Another important aspect of results presentation is the notion of filtering. This is the act of narrowing-down a results set (or other collection) based on attributes of items in the set. Typically this means requiring that certain metadata fields have a certain value or fall within a certain range, and is very familiar to users through "advanced search" interfaces.

In our system, we provide the ability to do this kind of filtering within an org spec through use of a <filter> tag (not pictured in the examples). Within this tag, arbitrary Boolean clauses based on metadata fields can combined into a filter for the results set. The processing of these filters is independent of the core retrieval and quality metrics organisation functionalities. Since there is conceptually nothing new here, we will not delve further into the topic.

Finally, the results returned by the QMSearch system must be formally specified in some way. This output must reflect the organisation for the results as defined by the org spec given at the time of the search. We have made this provision by defining another XML format for the output stream, which mirrors the input org spec by having the same dimension structure. On top of this, it adds bins to separate out results within the dimensions, and of course the records themselves (along with their metadata/indicator fields). An example of this output format, based on real-world results, is shown in Figure 3.

 <qm_search_output> 
  <query user="black life">
    <term>black</term>
    <term>life</term> 
  </query>

<dim name="collection"> 
  <bin ord="0" value="Florida Center for Library Automation - Florida 
 Environment Online" count="2" isNull="0">

    <dim name="textsim">
     <bin ord="0" count="2">

       <item id="oai:harvester.americansouth.org:record/25216">
        <score dim="collection">Florida Center for Library
        Automation - Florida Environment Online</score>
        <score dim="textsim">0.43918777</score>
 
        <metadata>
          <datestamp>2006-03-10T17:40:30Z</datestamp>
          <identifier> oai:harvester.americansouth.org:record/25216</identifier> 
          <url>
          http://www.americansouth.org/viewrecord.php?id=25216</url> 
          <title>The widow spiders of Florida [electronic
          resource] / John D. McCrone, Karl J. Stone.</title>

			              ...
         </metadata>
        </item>

		       ...

     </bin>
    </dim>
   </bin>

   <bin ord="1" value="Florida Center for Library Automation - Florida 
    Heritage Collection" count="2" isNull="0">
	 
       <dim name="textsim">
         <bin ord="0" count="2">
		
          <item id="oai:harvester.americansouth.org:record/30329">
           <score dim="collection">Florida Center for Library
            Automation - Florida Heritage Collection</score>
            <score dim="textsim">0.47943082</score>

            <metadata>
             <url>
              http://www.americansouth.org/viewrecord.php?id=30329</url>

              <title>Twelve Black Floridians, by Leedell W.
              Neyland.</title>

			  ...
            </metadata>
          </item>

		       ...

         </bin>
      </dim>

    </bin>

	...
	
   </bin>
 </dim>
</qm_search_output>
 

Figure 3: A sample of QMSearch output.
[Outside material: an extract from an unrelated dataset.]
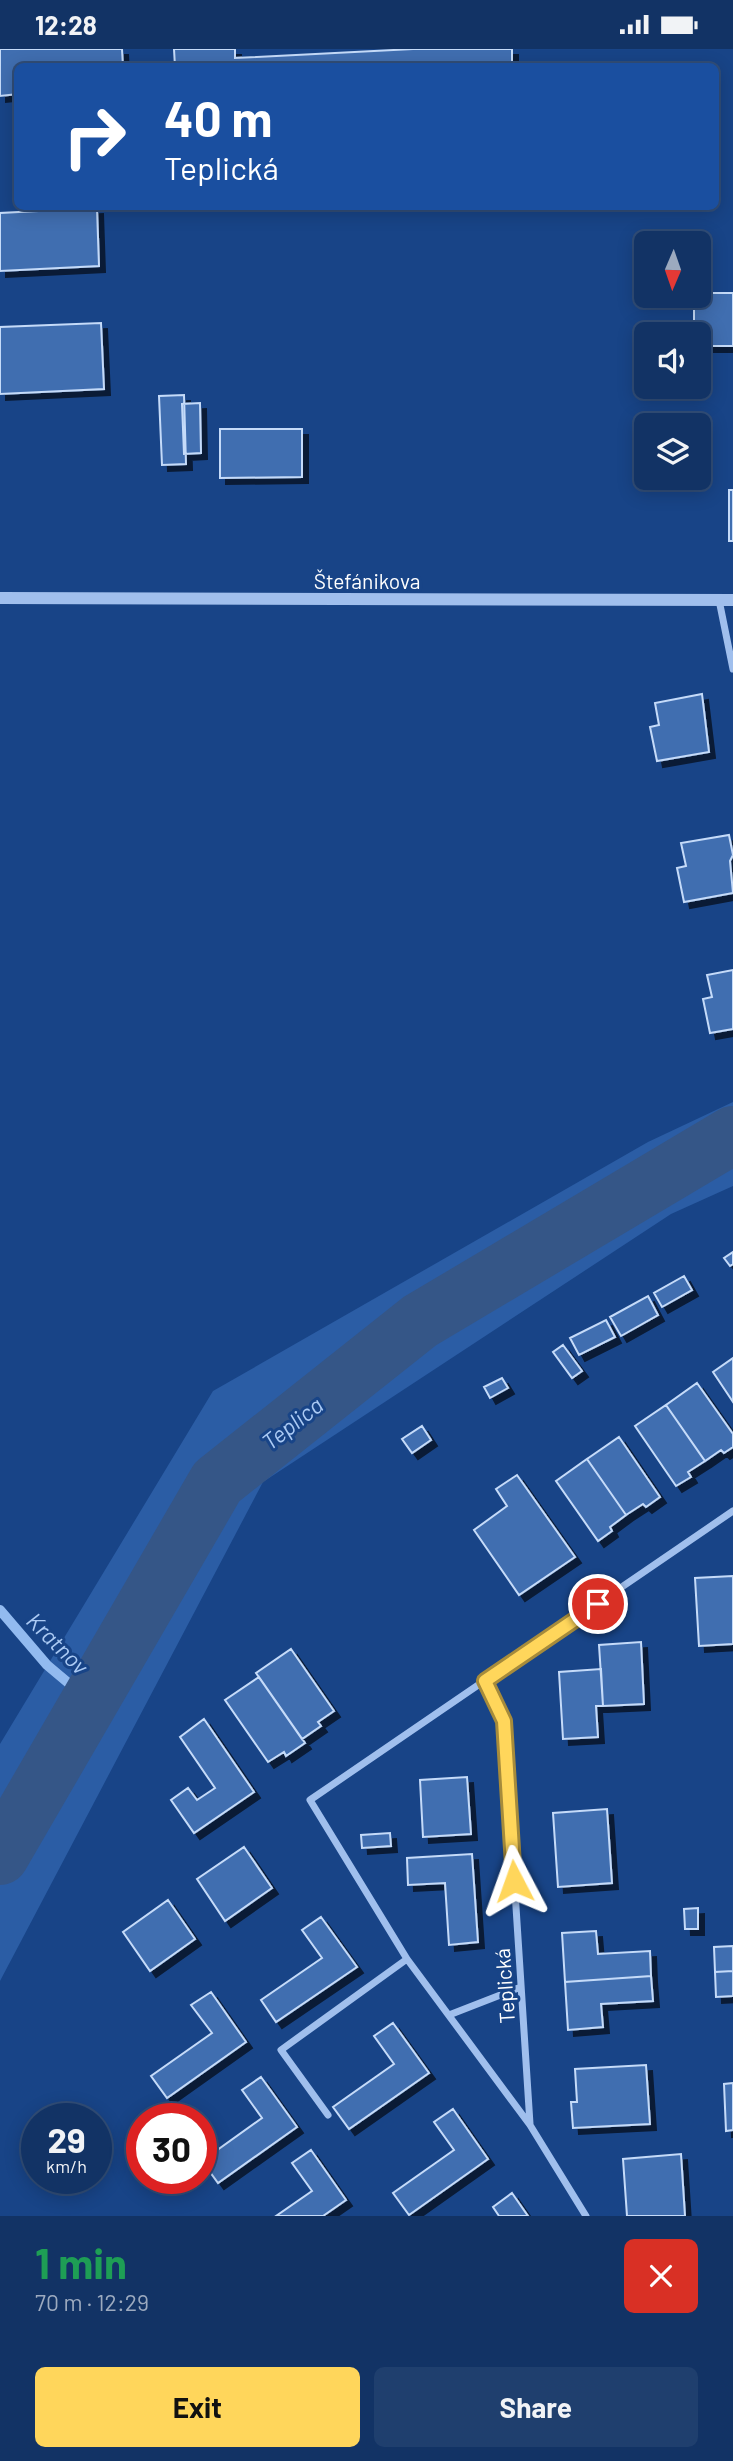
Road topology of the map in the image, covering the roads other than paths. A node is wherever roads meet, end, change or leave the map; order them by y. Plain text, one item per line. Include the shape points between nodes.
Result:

This output fragment (compressed for comprehensibility) corresponds to the collection/repository column-based profile which is shown rendered in the screenshot Figure 7.
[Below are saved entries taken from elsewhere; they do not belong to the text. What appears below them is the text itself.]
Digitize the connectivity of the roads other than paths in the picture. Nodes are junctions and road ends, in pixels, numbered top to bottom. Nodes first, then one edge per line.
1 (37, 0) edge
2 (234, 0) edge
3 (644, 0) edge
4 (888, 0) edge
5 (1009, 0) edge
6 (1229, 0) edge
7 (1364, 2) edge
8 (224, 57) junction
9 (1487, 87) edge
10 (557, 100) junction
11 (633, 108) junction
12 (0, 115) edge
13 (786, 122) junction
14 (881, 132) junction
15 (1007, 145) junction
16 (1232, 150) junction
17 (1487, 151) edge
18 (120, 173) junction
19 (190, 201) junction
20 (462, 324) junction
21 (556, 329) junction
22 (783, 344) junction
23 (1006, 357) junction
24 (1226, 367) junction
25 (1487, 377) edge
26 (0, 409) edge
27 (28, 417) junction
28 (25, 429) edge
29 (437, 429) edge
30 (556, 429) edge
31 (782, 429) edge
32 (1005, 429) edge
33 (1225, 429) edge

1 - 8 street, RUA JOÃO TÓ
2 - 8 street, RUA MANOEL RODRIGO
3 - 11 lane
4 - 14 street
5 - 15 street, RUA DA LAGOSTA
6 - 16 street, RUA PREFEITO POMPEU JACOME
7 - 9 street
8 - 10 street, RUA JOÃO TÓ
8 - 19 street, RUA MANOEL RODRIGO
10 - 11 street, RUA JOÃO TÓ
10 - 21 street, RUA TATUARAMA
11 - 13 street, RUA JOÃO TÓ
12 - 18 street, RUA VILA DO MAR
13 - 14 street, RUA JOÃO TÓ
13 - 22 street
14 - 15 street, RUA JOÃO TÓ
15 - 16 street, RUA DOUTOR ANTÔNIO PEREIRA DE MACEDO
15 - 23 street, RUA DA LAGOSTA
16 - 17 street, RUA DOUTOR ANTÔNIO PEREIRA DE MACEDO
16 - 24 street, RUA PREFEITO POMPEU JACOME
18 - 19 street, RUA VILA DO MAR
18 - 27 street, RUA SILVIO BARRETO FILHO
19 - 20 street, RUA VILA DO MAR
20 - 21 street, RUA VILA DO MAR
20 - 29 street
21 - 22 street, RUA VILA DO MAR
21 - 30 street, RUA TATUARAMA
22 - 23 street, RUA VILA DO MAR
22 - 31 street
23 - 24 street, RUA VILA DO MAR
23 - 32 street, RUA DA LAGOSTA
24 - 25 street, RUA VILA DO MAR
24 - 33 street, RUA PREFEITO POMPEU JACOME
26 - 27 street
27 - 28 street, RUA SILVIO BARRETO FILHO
All of the conceptual and organisational structures of QMSearch are shown in the diagrams of Figure 4. These diagrams show both the containment relationships as well as the cardinality of the elements involved in the system.

Other details, such as where latent quality indicators come from, will be discussed later in the Architecture section.

diagram (36KB) : Diagrams of key theoretical constructs of QMSearch. Left: Org specs as profiles making up a QMSearch deployment. Right: The entities that make up a result set returned by QMSearch. Right: The entities that make up a result set returned by QMSearch. Both: Arrows mean contains. Quantifiers +, *, and ? mean 'one or more', 'zero or more', and 'zero or one', respectively. The tag d connects the two diagrams, and represents the number of logical dimensions of the results set

Figure 4: Diagrams of key theoretical constructs of QMSearch. Left: Org specs as profiles making up a QMSearch deployment. Right: The entities that make up a result set returned by QMSearch. Both: Arrows mean "contains." Quantifiers +, *, and ? mean 'one or more', 'zero or more', and 'zero or one', respectively. The tag d connects the two diagrams, and represents the number of logical dimensions of the results set.

Results of Focus Groups

This section consists of an overview of our findings in the first phase of the focus group investigations. The focus groups were held at Emory University, during the fall of 2005. Nine of these introductory focus groups were held in total, consisting of graduate students and faculty members from Emory humanities and sciences programs (as well as a few staffers from the library). The participants were focused towards mock-ups illustrating the proposed QMSearch system, as well as the facilitators' questions and prompting about the participant's experiences and the underlying concepts.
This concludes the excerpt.